Search the records for the word "Batelón" and pick out every line that has it.

============================================================

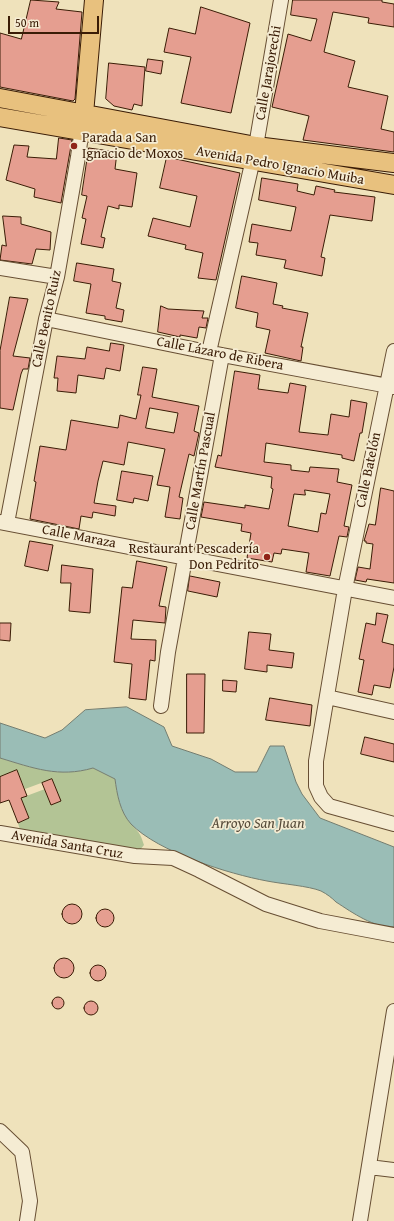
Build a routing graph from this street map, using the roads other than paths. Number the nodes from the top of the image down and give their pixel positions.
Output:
1 (94, 0) edge
2 (281, 0) edge
3 (0, 98) edge
4 (84, 114) junction
5 (0, 117) edge
6 (82, 132) junction
7 (254, 154) junction
8 (394, 163) edge
9 (394, 186) edge
10 (0, 268) edge
11 (57, 277) junction
12 (46, 319) junction
13 (394, 350) edge
14 (216, 354) junction
15 (390, 386) edge
16 (3, 522) edge
17 (185, 558) junction
18 (345, 589) junction
19 (394, 598) edge
20 (327, 697) junction
21 (161, 706) dead end
22 (394, 712) edge
23 (394, 824) edge
24 (0, 833) edge
25 (394, 936) edge
26 (394, 1011) edge
27 (391, 1048) edge
28 (0, 1131) edge
29 (368, 1167) junction
30 (394, 1170) edge
31 (27, 1221) edge
32 (360, 1221) edge

1 - 4 main road
2 - 7 street, Calle Jarajorechi
3 - 4 main road, Avenida Pedro Ignacio Muiba
4 - 6 street, Calle Benito Ruiz
4 - 7 main road, Avenida Pedro Ignacio Muiba
5 - 6 main road, Avenida Pedro Ignacio Muiba
6 - 7 main road, Avenida Pedro Ignacio Muiba
6 - 11 street, Calle Benito Ruiz
7 - 8 main road, Avenida Pedro Ignacio Muiba
7 - 9 main road, Avenida Pedro Ignacio Muiba
7 - 14 street, Calle Martín Pascual
10 - 11 street
11 - 12 street, Calle Benito Ruiz
12 - 14 street, Calle Lázaro de Ribera
12 - 16 street, Calle Benito Ruiz
13 - 15 street, Calle Batelón
14 - 15 street, Calle Lázaro de Ribera
14 - 17 street, Calle Martín Pascual
15 - 18 street, Calle Batelón
16 - 17 street, Calle Maraza
17 - 18 street, Calle Maraza
17 - 21 street, Calle Martín Pascual
18 - 19 street, Calle Maraza
18 - 20 street, Calle Batelón
20 - 22 street
20 - 23 street, Calle Batelón
24 - 25 street, Avenida Santa Cruz
26 - 27 street
27 - 29 street
28 - 31 street
29 - 30 street
29 - 32 street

============================================================

● **Solution for this task**:
13 - 15 street, Calle Batelón
15 - 18 street, Calle Batelón
18 - 20 street, Calle Batelón
20 - 23 street, Calle Batelón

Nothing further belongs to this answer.